In January 2015, Allgier lost his right to legal representation after repeatedly making frivolous objections to, and threats against, his court-appointed attorneys during his appeals of the life sentence.

In November 2017, the Utah Supreme Court rejected Allgier's self-represented motions to withdraw his guilty pleas. The court ruled that Allgier knew conditions of his guilty pleas and was unable to withdraw them due to missing a deadline, and furthermore that Allgier had failed to establish that his lawyers did not adequately represent him.

==Tattoos==
Allgier has numerous tattoos, many of which express his white supremacist beliefs. He has multiple swastikas, including ones tattooed on either side of his nose, earlobes, chin, center brow, and front of his ears.

Other tattoos include:
- 14 88 (temples): Refers to the Fourteen Words written by David Lane (white nationalist writer) "We must secure the existence of our people and a future for White Children." and Heil Hitler, represented by the 88 ('H' being the eighth letter of the English alphabet).
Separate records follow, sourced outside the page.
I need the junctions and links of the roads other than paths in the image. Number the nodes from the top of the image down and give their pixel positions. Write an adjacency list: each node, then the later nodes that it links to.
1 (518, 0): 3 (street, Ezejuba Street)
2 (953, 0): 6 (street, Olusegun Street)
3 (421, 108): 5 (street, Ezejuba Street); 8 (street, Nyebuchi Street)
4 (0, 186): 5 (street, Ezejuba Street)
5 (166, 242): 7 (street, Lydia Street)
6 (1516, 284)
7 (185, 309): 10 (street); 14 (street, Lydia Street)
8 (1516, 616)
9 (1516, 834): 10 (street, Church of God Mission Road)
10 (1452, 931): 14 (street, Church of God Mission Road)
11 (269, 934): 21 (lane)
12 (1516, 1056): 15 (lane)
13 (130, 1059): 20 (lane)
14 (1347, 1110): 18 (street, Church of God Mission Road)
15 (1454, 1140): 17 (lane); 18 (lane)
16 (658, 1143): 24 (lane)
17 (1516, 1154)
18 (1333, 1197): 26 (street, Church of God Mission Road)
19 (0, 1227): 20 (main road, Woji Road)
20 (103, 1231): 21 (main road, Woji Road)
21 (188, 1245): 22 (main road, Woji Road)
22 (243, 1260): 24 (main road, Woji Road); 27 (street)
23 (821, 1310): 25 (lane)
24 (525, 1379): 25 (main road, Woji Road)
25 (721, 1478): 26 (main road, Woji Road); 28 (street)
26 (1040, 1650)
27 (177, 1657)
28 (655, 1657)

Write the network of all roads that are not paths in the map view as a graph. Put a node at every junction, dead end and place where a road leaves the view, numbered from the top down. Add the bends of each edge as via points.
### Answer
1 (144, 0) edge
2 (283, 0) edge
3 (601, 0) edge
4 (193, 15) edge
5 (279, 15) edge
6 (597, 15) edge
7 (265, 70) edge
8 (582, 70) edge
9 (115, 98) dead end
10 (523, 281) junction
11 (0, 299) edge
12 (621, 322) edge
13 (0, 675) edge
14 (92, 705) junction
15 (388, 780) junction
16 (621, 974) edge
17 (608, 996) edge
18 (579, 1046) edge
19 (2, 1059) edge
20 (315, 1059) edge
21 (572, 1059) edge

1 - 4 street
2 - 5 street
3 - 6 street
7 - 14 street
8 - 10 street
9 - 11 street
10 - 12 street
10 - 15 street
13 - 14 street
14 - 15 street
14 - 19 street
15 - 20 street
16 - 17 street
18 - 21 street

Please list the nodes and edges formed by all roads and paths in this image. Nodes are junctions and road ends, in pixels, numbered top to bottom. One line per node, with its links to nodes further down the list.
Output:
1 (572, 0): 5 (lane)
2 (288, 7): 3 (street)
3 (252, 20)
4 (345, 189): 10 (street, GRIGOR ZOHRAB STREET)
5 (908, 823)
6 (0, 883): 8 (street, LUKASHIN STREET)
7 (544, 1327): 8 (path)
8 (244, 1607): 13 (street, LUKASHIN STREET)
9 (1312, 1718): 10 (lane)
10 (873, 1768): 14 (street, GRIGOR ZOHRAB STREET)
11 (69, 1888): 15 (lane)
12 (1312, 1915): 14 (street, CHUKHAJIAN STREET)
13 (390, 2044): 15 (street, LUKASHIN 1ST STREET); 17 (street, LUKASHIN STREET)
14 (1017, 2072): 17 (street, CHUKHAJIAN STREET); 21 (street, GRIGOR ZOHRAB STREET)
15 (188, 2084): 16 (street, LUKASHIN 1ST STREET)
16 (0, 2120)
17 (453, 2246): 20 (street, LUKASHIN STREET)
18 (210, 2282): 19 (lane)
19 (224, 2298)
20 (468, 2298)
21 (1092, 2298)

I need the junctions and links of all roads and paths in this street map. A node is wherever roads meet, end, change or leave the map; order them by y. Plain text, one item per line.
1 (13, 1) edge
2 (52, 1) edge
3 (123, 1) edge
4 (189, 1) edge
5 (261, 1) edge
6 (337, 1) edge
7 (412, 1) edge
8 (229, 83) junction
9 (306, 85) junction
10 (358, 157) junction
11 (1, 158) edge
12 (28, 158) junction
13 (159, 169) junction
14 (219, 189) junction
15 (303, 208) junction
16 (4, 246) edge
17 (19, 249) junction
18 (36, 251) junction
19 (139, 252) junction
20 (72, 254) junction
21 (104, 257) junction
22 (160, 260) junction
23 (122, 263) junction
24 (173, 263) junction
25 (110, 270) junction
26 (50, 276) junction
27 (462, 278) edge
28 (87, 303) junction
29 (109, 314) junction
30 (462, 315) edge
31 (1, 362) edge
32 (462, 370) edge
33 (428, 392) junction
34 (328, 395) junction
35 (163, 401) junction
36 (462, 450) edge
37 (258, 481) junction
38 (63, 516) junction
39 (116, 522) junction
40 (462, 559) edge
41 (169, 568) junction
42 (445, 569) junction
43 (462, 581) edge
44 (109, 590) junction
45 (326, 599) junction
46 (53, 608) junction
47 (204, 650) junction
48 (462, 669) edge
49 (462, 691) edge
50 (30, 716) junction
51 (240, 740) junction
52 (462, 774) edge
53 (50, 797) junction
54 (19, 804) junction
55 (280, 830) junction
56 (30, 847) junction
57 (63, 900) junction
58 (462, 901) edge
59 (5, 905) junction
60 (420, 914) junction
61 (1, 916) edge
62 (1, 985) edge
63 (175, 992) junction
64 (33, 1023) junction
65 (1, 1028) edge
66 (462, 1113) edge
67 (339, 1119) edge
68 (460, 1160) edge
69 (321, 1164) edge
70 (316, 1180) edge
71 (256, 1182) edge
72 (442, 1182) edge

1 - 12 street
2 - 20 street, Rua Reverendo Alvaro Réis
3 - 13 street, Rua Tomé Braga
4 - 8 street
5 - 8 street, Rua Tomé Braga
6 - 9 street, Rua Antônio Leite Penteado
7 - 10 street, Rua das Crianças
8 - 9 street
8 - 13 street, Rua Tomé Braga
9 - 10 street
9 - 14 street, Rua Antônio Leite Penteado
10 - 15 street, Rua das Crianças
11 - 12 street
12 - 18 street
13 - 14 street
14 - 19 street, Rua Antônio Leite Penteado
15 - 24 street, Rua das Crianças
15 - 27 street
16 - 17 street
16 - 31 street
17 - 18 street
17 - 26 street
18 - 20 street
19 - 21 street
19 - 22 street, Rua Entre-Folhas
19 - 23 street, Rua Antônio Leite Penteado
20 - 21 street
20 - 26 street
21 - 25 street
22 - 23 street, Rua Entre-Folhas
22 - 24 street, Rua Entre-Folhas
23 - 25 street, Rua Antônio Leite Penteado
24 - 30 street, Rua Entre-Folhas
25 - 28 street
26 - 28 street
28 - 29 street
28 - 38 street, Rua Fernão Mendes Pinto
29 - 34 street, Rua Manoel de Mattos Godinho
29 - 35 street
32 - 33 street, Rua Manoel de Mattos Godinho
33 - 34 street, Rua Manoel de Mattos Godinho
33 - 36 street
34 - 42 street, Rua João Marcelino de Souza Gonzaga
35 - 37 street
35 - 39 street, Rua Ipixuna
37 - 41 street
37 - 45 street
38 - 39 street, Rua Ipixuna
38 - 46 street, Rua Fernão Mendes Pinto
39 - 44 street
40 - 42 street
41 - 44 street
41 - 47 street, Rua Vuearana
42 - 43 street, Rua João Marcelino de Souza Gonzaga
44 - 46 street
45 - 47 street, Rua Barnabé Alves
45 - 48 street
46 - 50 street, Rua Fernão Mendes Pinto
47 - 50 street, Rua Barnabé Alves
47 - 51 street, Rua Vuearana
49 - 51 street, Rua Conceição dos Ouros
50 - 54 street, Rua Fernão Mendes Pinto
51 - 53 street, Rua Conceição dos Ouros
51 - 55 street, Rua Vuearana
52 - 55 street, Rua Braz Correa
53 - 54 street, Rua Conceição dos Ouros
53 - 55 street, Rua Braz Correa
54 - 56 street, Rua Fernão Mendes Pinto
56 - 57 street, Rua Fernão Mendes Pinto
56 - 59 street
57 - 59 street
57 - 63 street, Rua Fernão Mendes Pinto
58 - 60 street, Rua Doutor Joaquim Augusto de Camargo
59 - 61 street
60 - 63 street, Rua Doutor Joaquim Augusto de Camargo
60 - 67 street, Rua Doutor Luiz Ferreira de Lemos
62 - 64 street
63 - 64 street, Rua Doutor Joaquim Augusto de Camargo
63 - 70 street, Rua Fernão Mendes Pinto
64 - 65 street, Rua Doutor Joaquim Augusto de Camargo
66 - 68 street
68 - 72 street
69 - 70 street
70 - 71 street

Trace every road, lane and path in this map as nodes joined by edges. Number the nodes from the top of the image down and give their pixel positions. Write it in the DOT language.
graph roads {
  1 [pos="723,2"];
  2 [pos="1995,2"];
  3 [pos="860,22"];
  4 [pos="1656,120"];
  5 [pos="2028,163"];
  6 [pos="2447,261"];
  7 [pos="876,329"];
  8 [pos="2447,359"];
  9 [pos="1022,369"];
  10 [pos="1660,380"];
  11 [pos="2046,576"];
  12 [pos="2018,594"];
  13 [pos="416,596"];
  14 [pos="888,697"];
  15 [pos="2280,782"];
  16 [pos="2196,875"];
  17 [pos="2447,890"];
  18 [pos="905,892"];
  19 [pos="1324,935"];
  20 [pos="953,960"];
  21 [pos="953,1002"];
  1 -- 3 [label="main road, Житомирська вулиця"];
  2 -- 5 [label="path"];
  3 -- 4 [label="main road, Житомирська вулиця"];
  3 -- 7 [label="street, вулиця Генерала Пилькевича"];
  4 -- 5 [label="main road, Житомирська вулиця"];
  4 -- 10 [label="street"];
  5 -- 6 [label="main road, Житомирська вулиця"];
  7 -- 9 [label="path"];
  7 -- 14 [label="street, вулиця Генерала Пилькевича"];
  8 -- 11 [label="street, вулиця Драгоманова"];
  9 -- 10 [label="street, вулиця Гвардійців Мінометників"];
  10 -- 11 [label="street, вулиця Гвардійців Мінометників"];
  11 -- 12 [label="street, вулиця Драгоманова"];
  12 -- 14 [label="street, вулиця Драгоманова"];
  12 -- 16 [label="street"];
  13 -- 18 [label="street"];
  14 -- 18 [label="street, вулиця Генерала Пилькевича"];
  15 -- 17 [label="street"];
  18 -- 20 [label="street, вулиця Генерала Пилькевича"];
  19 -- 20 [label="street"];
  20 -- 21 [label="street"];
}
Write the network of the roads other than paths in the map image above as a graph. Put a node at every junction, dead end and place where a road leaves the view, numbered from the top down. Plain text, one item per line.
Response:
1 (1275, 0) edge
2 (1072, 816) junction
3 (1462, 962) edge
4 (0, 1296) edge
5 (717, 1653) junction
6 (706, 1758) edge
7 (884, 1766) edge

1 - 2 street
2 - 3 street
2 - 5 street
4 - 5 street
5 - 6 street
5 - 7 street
This is usually written as "14 88", "14/88" or "1488".
- Crucified skinhead (right cheek): Symbolizes the supposed persecution of working class skinheads by the upper class.
- Three intersecting triangles (left jaw): Known as a valknut or volknut, symbolizes the afterlife and binding of the soul to Odin, who is considered chief among the Norse gods, among non-racist Pagans. However, among racist Pagans, it signifies "that one is ready to be taken into the ranks of Odin's chosen warriors."
- 5150 (under the right eye): A likely reference to California statute 5150, which requires commitment to psychiatric hospitals for people declared to be a danger to themselves or others.
- Hatebreed (upper lip): An American hardcore/metalcore band.
- Iron Crosses (forehead temples): Military decoration used by Nazi Germany. Originally from a symbol, typically in black with a white or silver outline that originated after 1219 when the Kingdom of Jerusalem granted the Teutonic Order the right to combine the Teutonic Black Cross placed above a silver Cross of Jerusalem.
- SS Lightning Bolts (jawbones): A symbol of the Schutzstaffel (translated to Protection Squadron or defence corps), abbreviated as SS or with stylized "Armanen" sig runes). The Schutzstaffel was a major paramilitary organization under Adolf Hitler, and was a Nazi police force that administered death camps, in addition to staffing mobile killing units known as Einsatzgruppen. The Nuremberg judges declared the entire SS a criminal organization after World War II.
- Property of Jolene: Refers to his wife Jolene; the couple are now divorced.
- F.U.N.: stands for "fuck you, nigger"
- Blood, Honor, and Loyalty (collarbone): A heavily used phrase by white supremacists as well as other neo-Nazis in clothing, lyrics, and tattoos.